Álvaro S. Cotrina es Secretario General del PSOE de la provincia de Cáceres y Diputado Regional en la Asamblea de Extremadura y Alcalde de Salorino.
En el Hotel Palacio Haza de la Concepción, emprendimiento de dos mujeres rurales que creen en la ruralidad pujante de nuestra tierra, iniciamos el curso político, un curso con la mirada puesta en el 2027, año en el que nos jugamos el futuro, la vertebración del territorio y los proyectos destinados a cambiar nuestra provincia, proyectos que María Guardiola viene silenciando interesadamente porque nos quieren echar de nuestros pueblos.
Dentro de nuestra mirada de la provincia, no descubrimos nada si digo que Cáceres y Plasencia son imprescindibles para ganar las elecciones sí, pero es aún más trascendente es que se conviertan en el motor que nos impulse para ganar el futuro en un esquema vertebrador que conformen junto a sus entornos.
Vamos a presentarnos con candidaturas fuertes, llenas de vida y de proyectos que superen fronteras ideológicas y prejuicios, para que en cada barrio sumemos voces de que defiendan y crean en ciudades amables con el medioambiente, dispuestas a innovar para crecer y preparadas para asumir el flujo poblacional de sus alrededores y del turismo.
Entendemos a la provincia de Cáceres como un tejido de diferentes niveles poblacionales, como es obvio. En este sentido, los municipios intermedios también son fundamentales para defender nuestro modelo de desarrollo y, cómo no, para ganar la Diputación de Cáceres en 2027.
Nuestro reto es ser la punta de lanza de una sociedad que nos necesita como referentes en la defensa de las mayorías, como garante de los derechos y como una organización que no dice que no a todo, sino que busca y encuentra las maneras en que las personas se sientan plenas como individuos y parte de la sociedad. Vamos a doblarle el pulso al pesimismo, a los agoreros del odio y a los voceros de la vuelta al pasado.
Asumimos la necesidad de trabajar en estrategias diferenciadas para cada cabecera de comarca, con estudios previos que nos sitúen con el menor margen de error posible. Entender cómo piensan las mayorías, interpretarlas y construir programas que amalgamen las reivindicaciones ciudadanas y nuestra invitación a soñar conjuntamente, contribuirá a que seamos escuchados, atendidos y elegidos como la mejor opción.
Es evidente que nuestros valores no cambian, pero la sociedad sí y debemos entender esos cambios para asumirlos, vencerlos y superarlos con políticas que nos hagan más competitivos y fuertes. Además, dentro de una sociedad que consume odio y mentiras, tenemos que presentarnos como alternativa real contra el pesimismo, como una organización moderna y en la vanguardia de todos los cambios que mejoren nuestras vidas.
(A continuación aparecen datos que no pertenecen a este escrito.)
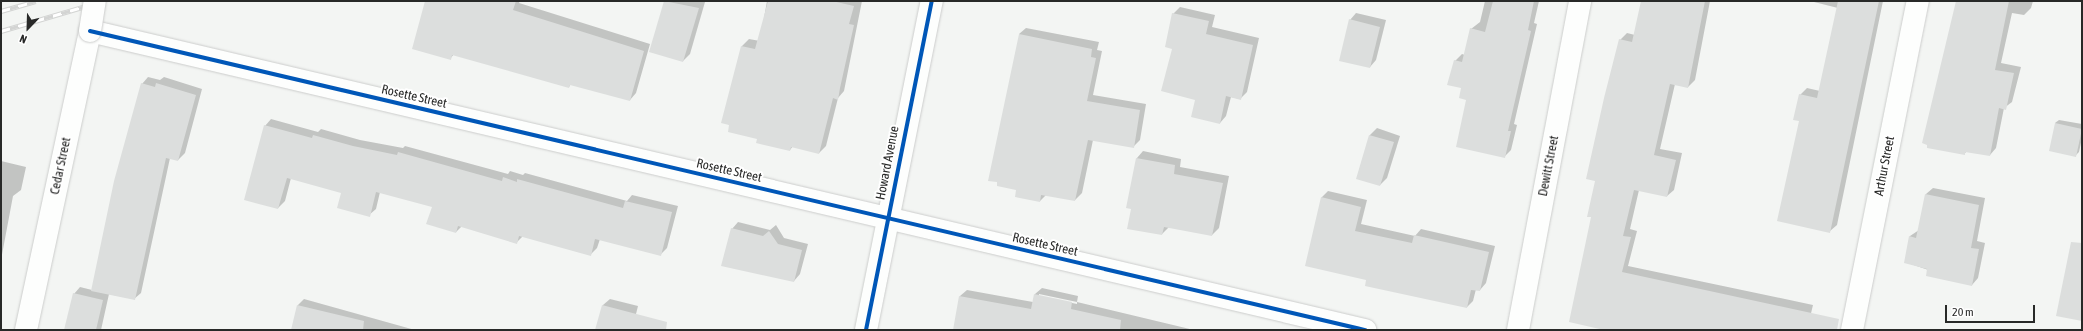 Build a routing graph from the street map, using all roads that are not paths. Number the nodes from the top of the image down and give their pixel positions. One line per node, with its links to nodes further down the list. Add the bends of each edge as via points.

No vamos a rendirnos ante nada, ni ante nadie.
Nuestro reto es ser la punta de lanza de una sociedad que nos necesita como referentes en la defensa de las mayorías, como garante de los derechos y como una organización que no dice que no a todo, sino que busca y encuentra las maneras en que las personas se sientan plenas como individuos y parte de la sociedad. Vamos a doblarle el pulso al pesimismo, a los agoreros del odio y a los voceros de la vuelta al pasado.
Toda organización requiere renovarse para mantenerse viva y la renovación orgánica dará paso a nuevas candidaturas, nuevas herramientas y nuevas estrategias. Lo de siempre ya no nos vale. Lo de siempre nos deja un paso atrás. Por ello, impulsaremos todo lo nuevo que sea necesario para ser oídos en la calle y para demostrarle a la gente que renovarse es vital, que estamos más fuertes que nunca y que estamos allí, a pie de calle, para construir el futuro.
Así que vienen tiempos de cambios, a la par de los cambios que sufre el mundo y nuestra tierra. Cada día, trabajamos en entender esos cambios y en protagonizarlos porque no queremos ser los invitados por el futuro; queremos ser las y los protagonistas de esos cambios que construirán la provincia de Cáceres que todos queremos y que llevamos años construyendo.